Citrus hystrix., the Kaffir or makrut lime or papeda, is a small tree in the Papeda subgenus of the Rutaceae (citrus family). Members of this subgenus are characterized by fruits that are inedible, even when ripe, and contain acrid oil droplets in the juice vesicles (pulp cells). Thus, this species is used primarily for its leaves, which are used fresh or dried as an herb to flavor Asian dishes, including soups, stews, curries, and sauces. It is common in the cuisine of Thailand, and provides the characteristic flavor of tom yam soup. The zest and rind may also be used, but the fruit itself has almost no juice, and is primarily used for traditional medicinal purposes. (The lime that is sold fresh or for its juice is from related species, including C. aurantiifolia., the key lime, and C. latifolia, the Persian or Tahitian lime.)
C. hystrix typically grows 3 to 6 m (9.75 to 19.5 ft) tall. The aromatic leaves, which are evergreen, have a distinctive structure, with a winged petiole (leaf stem) that is similar in size to the leaf itself, giving the appearance a laterally divided leaf. The globose flower buds open into fragrant flowers with 4 to 5 petals and around 30 stamens; petals are white with reddish or pink on the outside. The sub-globose to ellipsoid fruit is small, from 3 to 5 cm (1 to 2 in) wide by 5 to 7 cm (2 to 3 in) long--similar in size to slightly larger than a kumquat--with a rough skin with numerous small oil glands, and ripens to lemon yellow.
C. hystrix originated in southeast Asia, but its precise native range has been obscured by a long history of cultivation, along with hybridization. The species and its various hybrids are now cultivated widely throughout the region, from Sri Lanka east to the Phillipines.

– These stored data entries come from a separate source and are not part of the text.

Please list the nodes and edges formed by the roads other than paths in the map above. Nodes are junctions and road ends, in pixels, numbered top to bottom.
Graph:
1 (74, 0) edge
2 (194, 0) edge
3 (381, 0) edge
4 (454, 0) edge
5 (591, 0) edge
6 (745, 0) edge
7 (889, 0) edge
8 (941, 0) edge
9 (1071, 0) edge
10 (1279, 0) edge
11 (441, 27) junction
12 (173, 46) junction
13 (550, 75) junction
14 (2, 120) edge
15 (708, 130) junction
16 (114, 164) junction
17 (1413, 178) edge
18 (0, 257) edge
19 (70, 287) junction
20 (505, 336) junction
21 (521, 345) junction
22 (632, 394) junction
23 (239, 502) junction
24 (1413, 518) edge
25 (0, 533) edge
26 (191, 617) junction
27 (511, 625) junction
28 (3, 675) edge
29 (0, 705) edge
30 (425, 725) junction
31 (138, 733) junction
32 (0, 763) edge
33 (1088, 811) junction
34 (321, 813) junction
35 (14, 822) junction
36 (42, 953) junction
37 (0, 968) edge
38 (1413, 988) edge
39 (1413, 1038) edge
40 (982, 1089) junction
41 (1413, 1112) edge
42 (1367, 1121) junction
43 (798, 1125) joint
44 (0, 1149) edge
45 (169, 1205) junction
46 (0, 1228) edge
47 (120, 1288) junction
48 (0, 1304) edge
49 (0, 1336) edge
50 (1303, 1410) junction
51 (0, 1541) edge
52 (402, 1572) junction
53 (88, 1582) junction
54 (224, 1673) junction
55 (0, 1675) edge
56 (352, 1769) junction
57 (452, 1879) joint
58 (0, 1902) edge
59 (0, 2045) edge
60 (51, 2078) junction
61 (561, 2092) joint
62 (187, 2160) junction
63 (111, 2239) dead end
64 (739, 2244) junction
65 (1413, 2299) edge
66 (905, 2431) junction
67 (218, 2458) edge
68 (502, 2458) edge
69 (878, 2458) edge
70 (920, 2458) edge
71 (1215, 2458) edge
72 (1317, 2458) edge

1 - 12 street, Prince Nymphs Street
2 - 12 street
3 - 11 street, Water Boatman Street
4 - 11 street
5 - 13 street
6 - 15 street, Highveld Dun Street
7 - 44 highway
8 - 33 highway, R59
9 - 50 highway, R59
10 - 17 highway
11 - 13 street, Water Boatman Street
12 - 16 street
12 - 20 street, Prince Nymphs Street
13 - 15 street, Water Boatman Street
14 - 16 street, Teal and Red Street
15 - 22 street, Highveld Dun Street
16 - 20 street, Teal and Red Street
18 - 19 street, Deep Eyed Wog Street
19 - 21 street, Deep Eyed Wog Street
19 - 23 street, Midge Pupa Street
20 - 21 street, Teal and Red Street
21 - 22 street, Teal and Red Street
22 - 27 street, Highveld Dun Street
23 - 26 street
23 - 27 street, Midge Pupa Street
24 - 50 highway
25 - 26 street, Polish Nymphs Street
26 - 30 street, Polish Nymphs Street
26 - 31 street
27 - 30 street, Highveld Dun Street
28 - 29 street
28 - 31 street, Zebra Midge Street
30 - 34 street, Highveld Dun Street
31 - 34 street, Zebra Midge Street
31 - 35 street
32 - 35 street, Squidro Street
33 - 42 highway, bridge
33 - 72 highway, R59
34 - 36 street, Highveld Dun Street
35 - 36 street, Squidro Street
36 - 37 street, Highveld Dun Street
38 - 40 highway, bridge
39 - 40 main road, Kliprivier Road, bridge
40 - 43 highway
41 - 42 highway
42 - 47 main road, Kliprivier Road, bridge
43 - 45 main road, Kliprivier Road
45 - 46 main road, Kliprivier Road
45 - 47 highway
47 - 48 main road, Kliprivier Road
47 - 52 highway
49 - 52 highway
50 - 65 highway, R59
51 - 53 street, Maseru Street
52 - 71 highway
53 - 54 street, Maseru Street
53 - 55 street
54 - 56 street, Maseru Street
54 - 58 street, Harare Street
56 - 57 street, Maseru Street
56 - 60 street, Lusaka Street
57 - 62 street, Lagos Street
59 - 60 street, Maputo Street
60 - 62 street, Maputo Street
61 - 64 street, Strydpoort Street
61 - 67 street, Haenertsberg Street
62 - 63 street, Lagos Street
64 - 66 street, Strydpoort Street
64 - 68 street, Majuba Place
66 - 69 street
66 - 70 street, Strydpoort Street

(Flora of China 2012, van Wyk 2005)
- Flora of China. 2012. Vol 11. 3. Citrus hystrix Candolle, Cat. Pl. Horti Monsp. 19, 97. 1813. Accessed on-line 12 March 2012 from http://efloras.org/florataxon.aspx?flora_id=2&taxon_id=242313263.
- van Wyk, B.-E. 2005. “Citrus hystrix.” Food Plants of the World: An Illustrated Guide. Portland, OR: Timber Press. P. 139.